Can you find the lines of the listing that include "Give" and copy every one?

_____

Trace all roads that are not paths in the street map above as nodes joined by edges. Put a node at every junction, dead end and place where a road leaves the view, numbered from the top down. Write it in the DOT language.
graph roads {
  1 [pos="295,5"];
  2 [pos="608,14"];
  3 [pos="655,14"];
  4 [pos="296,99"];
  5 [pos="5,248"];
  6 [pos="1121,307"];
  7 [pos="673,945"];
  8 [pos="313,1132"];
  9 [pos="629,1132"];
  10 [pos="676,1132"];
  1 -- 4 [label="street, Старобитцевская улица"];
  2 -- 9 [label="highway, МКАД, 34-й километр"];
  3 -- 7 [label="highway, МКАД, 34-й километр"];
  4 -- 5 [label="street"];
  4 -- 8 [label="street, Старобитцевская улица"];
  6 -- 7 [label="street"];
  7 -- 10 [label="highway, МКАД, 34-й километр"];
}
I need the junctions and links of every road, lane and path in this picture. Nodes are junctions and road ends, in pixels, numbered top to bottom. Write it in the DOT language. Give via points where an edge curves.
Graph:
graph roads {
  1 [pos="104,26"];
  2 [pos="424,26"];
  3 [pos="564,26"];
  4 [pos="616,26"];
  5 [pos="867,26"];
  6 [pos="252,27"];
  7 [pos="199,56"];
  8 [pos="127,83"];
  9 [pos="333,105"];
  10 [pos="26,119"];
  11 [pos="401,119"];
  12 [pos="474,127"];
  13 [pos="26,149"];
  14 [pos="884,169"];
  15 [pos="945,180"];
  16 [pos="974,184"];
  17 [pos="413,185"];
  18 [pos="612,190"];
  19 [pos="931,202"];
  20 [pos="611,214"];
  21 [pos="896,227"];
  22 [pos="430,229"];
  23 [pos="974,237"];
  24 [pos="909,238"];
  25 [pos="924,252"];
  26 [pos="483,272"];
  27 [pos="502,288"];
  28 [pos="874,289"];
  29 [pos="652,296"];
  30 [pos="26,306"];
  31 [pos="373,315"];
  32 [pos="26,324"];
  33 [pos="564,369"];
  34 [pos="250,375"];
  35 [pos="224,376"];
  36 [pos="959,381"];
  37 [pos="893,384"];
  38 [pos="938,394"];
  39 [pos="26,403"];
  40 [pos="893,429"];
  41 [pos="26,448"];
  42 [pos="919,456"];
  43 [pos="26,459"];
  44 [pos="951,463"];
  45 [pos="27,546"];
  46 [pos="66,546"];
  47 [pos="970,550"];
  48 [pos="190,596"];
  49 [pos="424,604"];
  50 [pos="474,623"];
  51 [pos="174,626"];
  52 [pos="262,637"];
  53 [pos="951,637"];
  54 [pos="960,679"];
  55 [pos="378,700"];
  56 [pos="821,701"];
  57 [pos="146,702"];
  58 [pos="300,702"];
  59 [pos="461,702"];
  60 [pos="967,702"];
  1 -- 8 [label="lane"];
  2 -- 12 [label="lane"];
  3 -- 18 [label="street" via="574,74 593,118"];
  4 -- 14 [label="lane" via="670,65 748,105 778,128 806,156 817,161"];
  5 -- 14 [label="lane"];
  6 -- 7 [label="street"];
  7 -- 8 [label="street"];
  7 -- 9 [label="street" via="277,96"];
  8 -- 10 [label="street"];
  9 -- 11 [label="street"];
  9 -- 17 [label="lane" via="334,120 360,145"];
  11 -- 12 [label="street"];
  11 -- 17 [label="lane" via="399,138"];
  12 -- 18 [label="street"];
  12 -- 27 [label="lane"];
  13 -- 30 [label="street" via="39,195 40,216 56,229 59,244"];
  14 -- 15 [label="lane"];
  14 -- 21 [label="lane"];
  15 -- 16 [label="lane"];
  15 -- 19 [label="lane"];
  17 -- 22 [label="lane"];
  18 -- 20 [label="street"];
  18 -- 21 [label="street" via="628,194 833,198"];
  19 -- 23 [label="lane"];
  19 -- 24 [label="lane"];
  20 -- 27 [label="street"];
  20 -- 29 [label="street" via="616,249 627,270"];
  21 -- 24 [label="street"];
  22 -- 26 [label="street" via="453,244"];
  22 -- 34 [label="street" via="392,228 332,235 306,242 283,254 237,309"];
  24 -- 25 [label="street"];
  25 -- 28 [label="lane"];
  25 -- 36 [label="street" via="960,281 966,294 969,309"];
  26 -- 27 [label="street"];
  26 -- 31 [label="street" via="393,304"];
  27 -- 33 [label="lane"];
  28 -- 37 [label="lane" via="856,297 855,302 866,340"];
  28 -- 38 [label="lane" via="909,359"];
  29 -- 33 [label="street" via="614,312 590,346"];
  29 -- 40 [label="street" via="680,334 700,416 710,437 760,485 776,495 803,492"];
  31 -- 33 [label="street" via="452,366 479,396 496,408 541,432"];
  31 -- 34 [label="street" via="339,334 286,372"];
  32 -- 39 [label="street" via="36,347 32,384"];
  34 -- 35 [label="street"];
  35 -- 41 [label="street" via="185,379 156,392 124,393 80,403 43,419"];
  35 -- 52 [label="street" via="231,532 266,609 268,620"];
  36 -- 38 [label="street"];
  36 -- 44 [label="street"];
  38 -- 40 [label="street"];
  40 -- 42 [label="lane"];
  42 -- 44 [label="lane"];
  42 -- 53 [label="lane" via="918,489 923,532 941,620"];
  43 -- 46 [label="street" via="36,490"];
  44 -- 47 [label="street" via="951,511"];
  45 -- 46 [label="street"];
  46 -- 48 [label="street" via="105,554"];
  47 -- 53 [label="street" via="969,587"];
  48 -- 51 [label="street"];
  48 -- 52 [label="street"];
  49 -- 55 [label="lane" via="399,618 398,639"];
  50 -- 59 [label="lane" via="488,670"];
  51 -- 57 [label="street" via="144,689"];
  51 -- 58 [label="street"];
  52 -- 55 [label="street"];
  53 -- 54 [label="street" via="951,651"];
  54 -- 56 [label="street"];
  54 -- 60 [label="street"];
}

_____

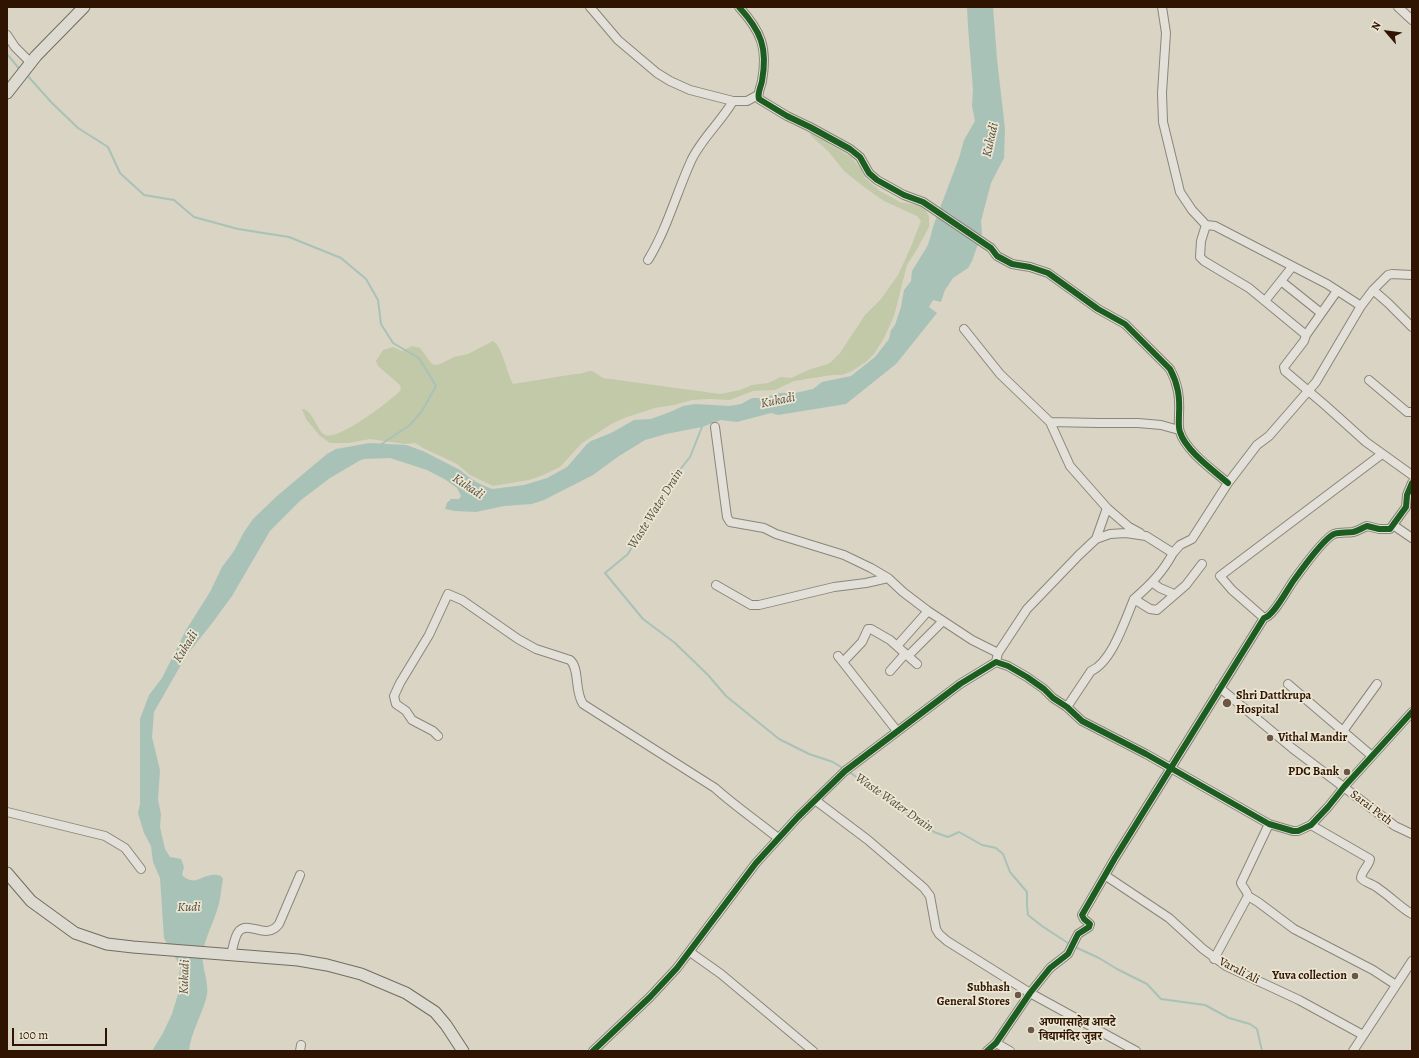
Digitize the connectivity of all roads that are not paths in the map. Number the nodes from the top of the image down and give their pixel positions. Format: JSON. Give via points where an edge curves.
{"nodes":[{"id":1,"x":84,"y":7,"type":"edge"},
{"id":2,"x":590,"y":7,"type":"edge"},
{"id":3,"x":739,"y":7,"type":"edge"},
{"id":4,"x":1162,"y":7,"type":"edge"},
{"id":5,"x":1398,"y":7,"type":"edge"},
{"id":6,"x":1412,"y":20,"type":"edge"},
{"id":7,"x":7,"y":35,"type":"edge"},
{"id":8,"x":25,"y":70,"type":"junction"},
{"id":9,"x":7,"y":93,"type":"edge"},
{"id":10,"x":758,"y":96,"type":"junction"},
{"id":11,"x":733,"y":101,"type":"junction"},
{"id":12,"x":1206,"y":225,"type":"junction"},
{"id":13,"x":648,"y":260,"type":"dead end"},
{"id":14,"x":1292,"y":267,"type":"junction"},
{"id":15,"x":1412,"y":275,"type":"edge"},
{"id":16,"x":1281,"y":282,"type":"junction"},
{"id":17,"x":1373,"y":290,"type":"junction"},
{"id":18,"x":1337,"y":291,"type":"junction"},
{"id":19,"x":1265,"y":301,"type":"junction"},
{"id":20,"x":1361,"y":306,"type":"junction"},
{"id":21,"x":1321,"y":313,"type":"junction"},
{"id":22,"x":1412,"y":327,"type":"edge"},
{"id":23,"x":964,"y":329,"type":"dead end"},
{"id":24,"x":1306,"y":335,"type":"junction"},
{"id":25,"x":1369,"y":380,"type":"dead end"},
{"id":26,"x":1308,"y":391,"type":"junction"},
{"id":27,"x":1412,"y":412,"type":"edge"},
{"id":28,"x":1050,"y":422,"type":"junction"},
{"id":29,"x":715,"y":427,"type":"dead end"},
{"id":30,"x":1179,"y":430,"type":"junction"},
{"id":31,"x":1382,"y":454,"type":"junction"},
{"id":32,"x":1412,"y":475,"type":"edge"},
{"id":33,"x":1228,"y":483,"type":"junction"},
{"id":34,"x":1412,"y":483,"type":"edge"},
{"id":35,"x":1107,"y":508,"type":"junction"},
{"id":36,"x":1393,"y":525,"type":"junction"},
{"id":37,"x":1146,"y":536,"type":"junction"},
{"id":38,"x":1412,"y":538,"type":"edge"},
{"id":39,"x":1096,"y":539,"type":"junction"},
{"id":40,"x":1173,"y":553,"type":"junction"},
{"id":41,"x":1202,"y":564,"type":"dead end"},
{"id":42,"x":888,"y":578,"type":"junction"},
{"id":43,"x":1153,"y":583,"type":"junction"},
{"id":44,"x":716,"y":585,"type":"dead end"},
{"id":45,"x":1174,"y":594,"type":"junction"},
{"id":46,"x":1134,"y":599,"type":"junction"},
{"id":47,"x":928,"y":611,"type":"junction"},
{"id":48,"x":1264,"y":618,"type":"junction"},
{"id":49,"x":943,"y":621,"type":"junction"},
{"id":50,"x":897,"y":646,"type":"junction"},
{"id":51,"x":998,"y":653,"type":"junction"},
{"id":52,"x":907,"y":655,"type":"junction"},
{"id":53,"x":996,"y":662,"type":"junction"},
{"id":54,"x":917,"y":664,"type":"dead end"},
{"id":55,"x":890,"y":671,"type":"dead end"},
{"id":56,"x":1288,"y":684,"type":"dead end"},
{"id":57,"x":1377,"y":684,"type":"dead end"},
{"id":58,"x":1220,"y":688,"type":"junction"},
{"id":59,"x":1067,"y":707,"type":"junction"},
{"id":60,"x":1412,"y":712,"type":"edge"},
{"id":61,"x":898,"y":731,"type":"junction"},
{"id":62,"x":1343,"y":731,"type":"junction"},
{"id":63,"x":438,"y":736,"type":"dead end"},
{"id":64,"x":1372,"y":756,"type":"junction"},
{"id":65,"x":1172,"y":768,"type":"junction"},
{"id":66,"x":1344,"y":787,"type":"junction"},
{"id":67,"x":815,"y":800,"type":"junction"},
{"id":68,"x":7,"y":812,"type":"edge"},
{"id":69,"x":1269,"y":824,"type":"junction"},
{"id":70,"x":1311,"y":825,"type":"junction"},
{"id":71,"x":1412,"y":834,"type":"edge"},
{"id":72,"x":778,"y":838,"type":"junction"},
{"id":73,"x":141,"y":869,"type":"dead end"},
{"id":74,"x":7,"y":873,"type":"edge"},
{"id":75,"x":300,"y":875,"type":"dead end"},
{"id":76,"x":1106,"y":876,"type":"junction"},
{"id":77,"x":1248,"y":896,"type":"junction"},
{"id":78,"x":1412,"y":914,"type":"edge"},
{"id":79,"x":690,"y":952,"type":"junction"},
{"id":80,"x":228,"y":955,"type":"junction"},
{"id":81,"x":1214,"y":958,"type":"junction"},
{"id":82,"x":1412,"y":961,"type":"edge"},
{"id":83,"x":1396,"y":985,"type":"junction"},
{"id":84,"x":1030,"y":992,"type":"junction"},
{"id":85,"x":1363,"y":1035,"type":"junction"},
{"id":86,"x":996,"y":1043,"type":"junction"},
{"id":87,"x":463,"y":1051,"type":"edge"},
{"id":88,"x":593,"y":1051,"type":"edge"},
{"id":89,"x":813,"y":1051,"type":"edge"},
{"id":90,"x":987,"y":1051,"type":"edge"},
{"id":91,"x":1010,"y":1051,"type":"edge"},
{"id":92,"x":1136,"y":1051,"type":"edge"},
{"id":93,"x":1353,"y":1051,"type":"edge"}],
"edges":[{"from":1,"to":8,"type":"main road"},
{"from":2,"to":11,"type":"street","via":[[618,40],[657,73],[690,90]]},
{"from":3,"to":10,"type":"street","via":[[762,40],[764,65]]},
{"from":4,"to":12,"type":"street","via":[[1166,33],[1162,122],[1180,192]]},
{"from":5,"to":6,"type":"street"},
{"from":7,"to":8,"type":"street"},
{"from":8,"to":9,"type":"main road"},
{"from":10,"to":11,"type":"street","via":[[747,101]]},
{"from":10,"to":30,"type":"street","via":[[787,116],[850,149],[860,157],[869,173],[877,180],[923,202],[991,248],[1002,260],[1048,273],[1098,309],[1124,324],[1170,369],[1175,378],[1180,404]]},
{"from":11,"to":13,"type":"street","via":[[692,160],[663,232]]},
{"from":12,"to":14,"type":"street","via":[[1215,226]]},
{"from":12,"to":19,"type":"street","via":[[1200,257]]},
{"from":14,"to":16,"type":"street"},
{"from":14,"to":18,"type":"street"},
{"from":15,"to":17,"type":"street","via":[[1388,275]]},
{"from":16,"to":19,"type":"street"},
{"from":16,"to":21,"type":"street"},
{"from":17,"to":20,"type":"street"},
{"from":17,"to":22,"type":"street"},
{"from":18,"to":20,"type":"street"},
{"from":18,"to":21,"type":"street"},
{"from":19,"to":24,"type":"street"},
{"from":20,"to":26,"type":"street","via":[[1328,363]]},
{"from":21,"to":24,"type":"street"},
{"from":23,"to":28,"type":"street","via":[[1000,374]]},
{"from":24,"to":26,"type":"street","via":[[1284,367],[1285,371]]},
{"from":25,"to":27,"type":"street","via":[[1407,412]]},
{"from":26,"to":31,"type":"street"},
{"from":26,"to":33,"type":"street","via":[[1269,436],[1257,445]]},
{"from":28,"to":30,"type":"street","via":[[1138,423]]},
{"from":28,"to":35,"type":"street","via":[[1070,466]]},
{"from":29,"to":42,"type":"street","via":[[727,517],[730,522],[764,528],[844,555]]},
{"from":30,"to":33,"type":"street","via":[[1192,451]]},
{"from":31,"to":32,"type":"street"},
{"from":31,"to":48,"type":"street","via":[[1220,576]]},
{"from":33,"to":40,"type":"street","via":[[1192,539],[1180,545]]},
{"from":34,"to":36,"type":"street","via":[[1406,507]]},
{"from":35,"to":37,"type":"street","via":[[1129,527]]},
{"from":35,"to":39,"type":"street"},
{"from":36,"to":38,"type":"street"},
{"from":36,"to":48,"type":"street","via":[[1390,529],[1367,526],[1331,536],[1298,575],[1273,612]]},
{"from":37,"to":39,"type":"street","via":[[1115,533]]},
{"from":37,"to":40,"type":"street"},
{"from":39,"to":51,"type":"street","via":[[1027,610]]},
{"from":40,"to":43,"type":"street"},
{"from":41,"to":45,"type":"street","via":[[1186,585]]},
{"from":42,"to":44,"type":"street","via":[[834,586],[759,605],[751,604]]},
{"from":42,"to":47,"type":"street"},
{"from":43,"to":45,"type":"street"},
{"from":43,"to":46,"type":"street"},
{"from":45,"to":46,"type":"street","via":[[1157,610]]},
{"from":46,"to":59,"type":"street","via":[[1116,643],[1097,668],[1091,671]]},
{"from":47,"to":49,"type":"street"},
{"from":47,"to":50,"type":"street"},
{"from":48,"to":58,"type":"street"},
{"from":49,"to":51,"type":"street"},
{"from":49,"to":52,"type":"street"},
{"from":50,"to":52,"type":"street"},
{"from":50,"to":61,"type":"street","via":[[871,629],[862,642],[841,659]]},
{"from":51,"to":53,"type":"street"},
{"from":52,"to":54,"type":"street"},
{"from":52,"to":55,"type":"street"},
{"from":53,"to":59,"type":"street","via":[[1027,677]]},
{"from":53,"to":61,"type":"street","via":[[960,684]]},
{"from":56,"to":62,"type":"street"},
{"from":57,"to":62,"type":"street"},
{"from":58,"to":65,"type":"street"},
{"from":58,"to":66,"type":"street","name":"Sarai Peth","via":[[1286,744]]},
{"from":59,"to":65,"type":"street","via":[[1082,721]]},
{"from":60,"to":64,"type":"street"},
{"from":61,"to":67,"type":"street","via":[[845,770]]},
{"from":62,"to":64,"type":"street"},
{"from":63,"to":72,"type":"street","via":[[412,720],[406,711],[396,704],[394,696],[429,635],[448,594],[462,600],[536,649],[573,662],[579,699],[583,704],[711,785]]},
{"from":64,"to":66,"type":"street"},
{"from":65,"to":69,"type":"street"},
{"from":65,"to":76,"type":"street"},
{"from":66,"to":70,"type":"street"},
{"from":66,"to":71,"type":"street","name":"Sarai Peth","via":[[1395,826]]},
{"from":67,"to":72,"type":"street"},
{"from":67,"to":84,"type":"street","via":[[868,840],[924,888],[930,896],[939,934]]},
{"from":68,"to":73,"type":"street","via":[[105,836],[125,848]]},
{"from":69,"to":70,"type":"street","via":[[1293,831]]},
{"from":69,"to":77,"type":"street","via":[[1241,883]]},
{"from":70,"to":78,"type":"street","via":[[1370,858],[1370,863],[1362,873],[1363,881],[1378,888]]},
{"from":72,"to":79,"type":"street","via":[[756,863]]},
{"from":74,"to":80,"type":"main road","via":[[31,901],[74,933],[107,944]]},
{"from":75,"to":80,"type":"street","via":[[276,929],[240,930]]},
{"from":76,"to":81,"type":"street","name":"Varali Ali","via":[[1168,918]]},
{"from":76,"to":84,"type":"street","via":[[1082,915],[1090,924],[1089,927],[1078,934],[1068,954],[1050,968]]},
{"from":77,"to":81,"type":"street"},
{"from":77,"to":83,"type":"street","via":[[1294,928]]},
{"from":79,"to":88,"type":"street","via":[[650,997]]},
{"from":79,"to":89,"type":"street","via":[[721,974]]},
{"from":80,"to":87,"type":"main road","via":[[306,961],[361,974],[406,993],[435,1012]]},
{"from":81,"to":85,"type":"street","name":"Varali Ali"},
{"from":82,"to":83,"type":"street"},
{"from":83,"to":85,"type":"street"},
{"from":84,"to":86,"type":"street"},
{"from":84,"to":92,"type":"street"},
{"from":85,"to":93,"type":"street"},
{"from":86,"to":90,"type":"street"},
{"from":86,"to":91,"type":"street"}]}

_____

**RESULT FOR THIS EXERCISE:**
I need the junctions and links of every road, lane and path in this picture. Nodes are junctions and road ends, in pixels, numbered top to bottom. Write it in the DOT language. Give via points where an edge curves.
Digitize the connectivity of all roads that are not paths in the map. Number the nodes from the top of the image down and give their pixel positions. Format: JSON. Give via points where an edge curves.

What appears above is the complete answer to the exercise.